- [WHAT YOU SHOULD DO]
Lines with the word "طيبه" are the ones wanted. Copy each of them from the entries below.

Data entries
━━━━━━━━━━

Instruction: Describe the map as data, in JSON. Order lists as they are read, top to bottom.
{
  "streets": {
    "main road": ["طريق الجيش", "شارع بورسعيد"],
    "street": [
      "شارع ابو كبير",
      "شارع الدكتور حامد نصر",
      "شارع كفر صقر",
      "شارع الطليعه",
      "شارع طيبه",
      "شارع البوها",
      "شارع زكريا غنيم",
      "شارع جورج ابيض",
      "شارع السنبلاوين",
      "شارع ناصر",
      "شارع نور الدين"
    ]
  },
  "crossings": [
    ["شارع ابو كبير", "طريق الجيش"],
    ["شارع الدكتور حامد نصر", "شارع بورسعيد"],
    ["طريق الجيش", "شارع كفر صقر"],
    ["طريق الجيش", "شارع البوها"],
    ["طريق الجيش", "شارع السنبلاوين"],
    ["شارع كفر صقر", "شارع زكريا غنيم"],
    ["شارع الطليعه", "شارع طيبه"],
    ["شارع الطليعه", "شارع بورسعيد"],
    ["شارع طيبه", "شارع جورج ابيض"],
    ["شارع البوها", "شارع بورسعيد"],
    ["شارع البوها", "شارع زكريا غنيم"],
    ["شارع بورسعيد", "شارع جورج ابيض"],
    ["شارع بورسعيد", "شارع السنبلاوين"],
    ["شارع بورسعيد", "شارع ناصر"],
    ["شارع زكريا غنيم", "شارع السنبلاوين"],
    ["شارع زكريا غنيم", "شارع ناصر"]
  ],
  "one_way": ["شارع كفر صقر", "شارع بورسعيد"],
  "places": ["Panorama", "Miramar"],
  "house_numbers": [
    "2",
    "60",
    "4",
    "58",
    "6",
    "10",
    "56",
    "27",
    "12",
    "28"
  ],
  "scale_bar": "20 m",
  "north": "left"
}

━━━━━━━━━━

- [RESPONSE TO THE EXERCISE]
      "شارع طيبه",
    ["شارع الطليعه", "شارع طيبه"],
    ["شارع طيبه", "شارع جورج ابيض"],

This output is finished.